In my Walmart days, at least once a week the U.S. CEO initiated a “gold star” task. We then used a combination of operations software, good old-fashioned photos and sales data to prove that request had been completed. You were celebrated as a “gold star” store when the assignment had been accomplished in a specific time period.

Remember, no matter your level in the organization, you have to inspect what you expect.

2. Rankings Work

No one wants to be at the bottom of a list. Ranking your employees’ achievements always gets attention and stands as a strong medium-term profitability improvement approach.

The 80/20 rule is true. Eighty percent of your profitability opportunities are in 20% of your business. Rankings will provide a level of transparency to drive improvements. They should always be personalized with the leader’s name and published for every level of the organization from EVP down.

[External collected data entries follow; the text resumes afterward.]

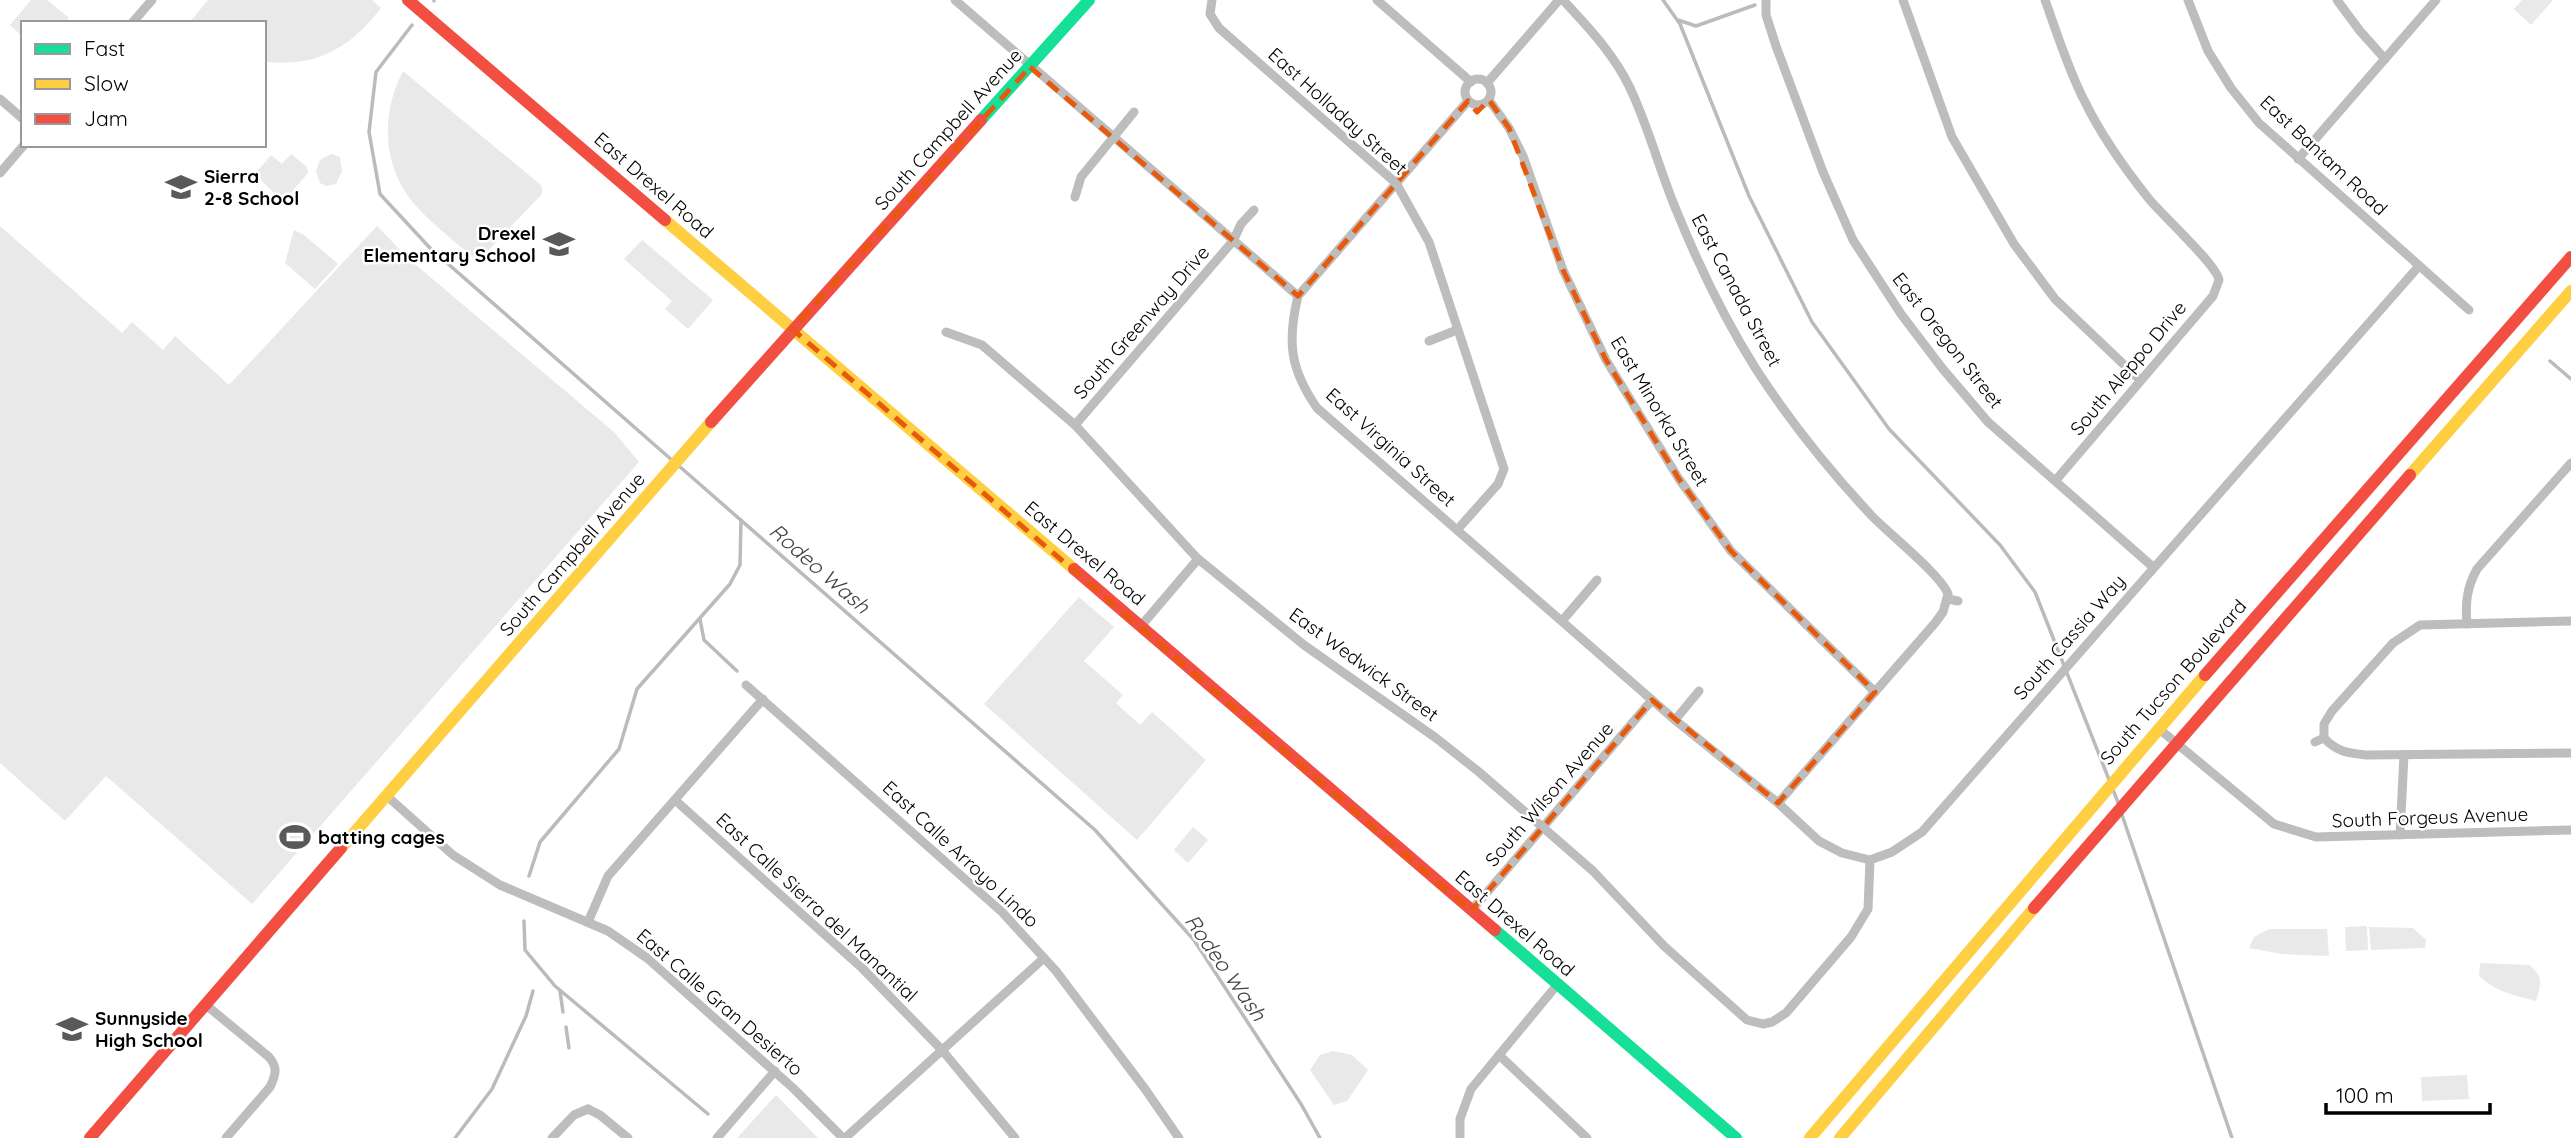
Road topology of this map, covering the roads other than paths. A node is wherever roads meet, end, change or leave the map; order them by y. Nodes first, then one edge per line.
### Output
1 (152, 0) edge
2 (408, 0) edge
3 (955, 0) edge
4 (1089, 0) edge
5 (1377, 0) edge
6 (1561, 0) edge
7 (1766, 0) edge
8 (1903, 0) edge
9 (2045, 0) edge
10 (2188, 0) edge
11 (2337, 0) edge
12 (2436, 0) edge
13 (1211, 4) edge
14 (134, 21) edge
15 (2385, 59) junction
16 (1030, 66) junction
17 (1471, 82) junction
18 (1487, 83) junction
19 (0, 99) edge
20 (1489, 100) junction
21 (1468, 101) junction
22 (1134, 112) dead end
23 (21, 117) edge
24 (1113, 137) junction
25 (22, 147) edge
26 (2298, 159) junction
27 (0, 173) edge
28 (1396, 183) junction
29 (1075, 197) dead end
30 (1254, 210) dead end
31 (1233, 241) junction
32 (2571, 257) edge
33 (2419, 266) junction
34 (2571, 291) edge
35 (1298, 296) junction
36 (2469, 310) dead end
37 (792, 329) junction
38 (1457, 330) junction
39 (946, 332) dead end
40 (1429, 341) dead end
41 (2139, 379) junction
42 (1075, 425) junction
43 (2571, 463) edge
44 (2056, 480) junction
45 (1457, 530) junction
46 (1198, 559) junction
47 (2153, 567) junction
48 (1597, 580) dead end
49 (1948, 600) junction
50 (1958, 601) dead end
51 (1562, 621) junction
52 (2571, 621) edge
53 (2467, 624) junction
54 (1141, 626) junction
55 (746, 685) dead end
56 (1699, 691) dead end
57 (1875, 692) junction
58 (763, 699) junction
59 (1652, 700) junction
60 (1675, 720) junction
61 (2158, 728) junction
62 (2325, 737) junction
63 (2315, 742) dead end
64 (2176, 743) junction
65 (2571, 753) edge
66 (2404, 755) junction
67 (388, 796) junction
68 (675, 800) junction
69 (1778, 803) junction
70 (1542, 828) junction
71 (2571, 830) edge
72 (2400, 835) junction
73 (1870, 860) junction
74 (1471, 911) junction
75 (588, 922) junction
76 (1044, 958) junction
77 (1557, 985) junction
78 (206, 1005) junction
79 (943, 1050) junction
80 (1499, 1055) junction
81 (775, 1071) junction
82 (90, 1138) edge
83 (226, 1138) edge
84 (552, 1138) edge
85 (628, 1138) edge
86 (717, 1138) edge
87 (844, 1138) edge
88 (1015, 1138) edge
89 (1179, 1138) edge
90 (1460, 1138) edge
91 (1587, 1138) edge
92 (1736, 1138) edge
93 (1810, 1138) edge
94 (1840, 1138) edge

1 - 14 street
2 - 37 main road, East Drexel Road
3 - 16 street
4 - 16 main road, South Campbell Avenue
5 - 17 street
6 - 18 street
6 - 49 street, East Canada Street
7 - 44 street, East Oregon Street
8 - 41 street
9 - 41 street, South Aleppo Drive
10 - 26 street, East Bantam Road
11 - 15 street
12 - 15 street
13 - 28 street, East Holladay Street
15 - 26 street
16 - 24 street
16 - 37 main road, South Campbell Avenue
17 - 18 street
17 - 21 street
18 - 20 street
19 - 23 street
20 - 21 street
20 - 57 street, East Minorka Street
21 - 28 street
22 - 24 street
24 - 29 street
24 - 31 street
25 - 27 street
26 - 33 street, East Bantam Road
28 - 35 street
28 - 38 street, East Holladay Street
30 - 31 street
31 - 35 street
31 - 42 street, South Greenway Drive
32 - 61 main road, South Tucson Boulevard
33 - 36 street, East Bantam Road
33 - 47 street, South Cassia Way
34 - 64 main road
35 - 45 street, East Virginia Street
37 - 54 main road, East Drexel Road
37 - 67 main road, South Campbell Avenue
38 - 40 street
38 - 45 street, East Holladay Street
39 - 42 street, East Wedwick Street
41 - 44 street, South Aleppo Drive
42 - 46 street, East Wedwick Street
43 - 53 street
44 - 47 street, East Oregon Street
45 - 51 street, East Virginia Street
46 - 54 street
46 - 70 street, East Wedwick Street
47 - 73 street, South Cassia Way
48 - 51 street
49 - 50 street
49 - 57 street
51 - 59 street, East Virginia Street
52 - 53 street
53 - 62 street
54 - 74 main road, East Drexel Road
55 - 58 street, East Calle Arroyo Lindo
56 - 60 street
57 - 69 street
58 - 68 street
58 - 76 street, East Calle Arroyo Lindo
59 - 60 street, East Virginia Street
59 - 70 street, South Wilson Avenue
60 - 69 street, East Virginia Street
61 - 64 street, South Forgeus Avenue
61 - 93 main road, South Tucson Boulevard
62 - 63 street
62 - 66 street
64 - 72 street, South Forgeus Avenue
64 - 94 main road
65 - 66 street
66 - 72 street
67 - 75 street, East Calle Gran Desierto
67 - 78 main road, South Campbell Avenue
68 - 75 street
68 - 79 street, East Calle Sierra del Manantial
69 - 73 street, East Virginia Street
70 - 73 street, East Wedwick Street
70 - 74 street, South Wilson Avenue
71 - 72 street, South Forgeus Avenue
74 - 77 main road, East Drexel Road
75 - 81 street, East Calle Gran Desierto
76 - 79 street
76 - 89 street, East Calle Arroyo Lindo
77 - 80 street
77 - 92 main road, East Drexel Road
78 - 82 main road, South Campbell Avenue
78 - 83 street
79 - 87 street
79 - 88 street, East Calle Sierra del Manantial
80 - 90 street
80 - 91 street
81 - 86 street
81 - 87 street, East Calle Gran Desierto
84 - 85 street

Choose metrics that if improved can make a material change to your profitability. Follow-up each week congratulating the top performers, encouraging those in the middle and digging in to find out more from the underachievers. Soon you will find no one ever wants to be near the bottom, and your ‘green’ performers can deliver even more. Your follow-up is key.

3. Invest Your Time Upfront

Team leaders can save time in the long run if you invest your time upfront. There is a direct correlation to your investment in time in the early stages of an important project and its success.

If you spend time encouraging and assessing results in the early stages, you invest less time fixing it later on. If a project’s results are better than expected, you also have the ability to accelerate the rollout and achieve your returns quicker than expected.

Remember, you get what you inspect. You are probably thinking: “I don’t have time for all of these reviews.” You do if you recognize you will save time overall and achieve better results if you do.

4. Mix It Up

As executives we tend to have the same reporting and performance management processes each week, month and quarter. Mix it up. Here are a couple of ways to do that:

  • Maintain the meetings you already have on the calendar, but shift the focus. Perhaps you have a new build or remodeling program that is critical to your medium- and long-term growth. Add a discussion of your weekly sales to get the attention of all of the executive team on a profitability opportunity.
  • Create short, stand-up meetings at the beginning and end of the week. Use it to review short-terms results but also to inspect your managers engagement in what matters.

You can most likely afford to focus a little less on what is going well and focus more on what’s not. But mix it up! It will pay dividends in finding new sources of profitability.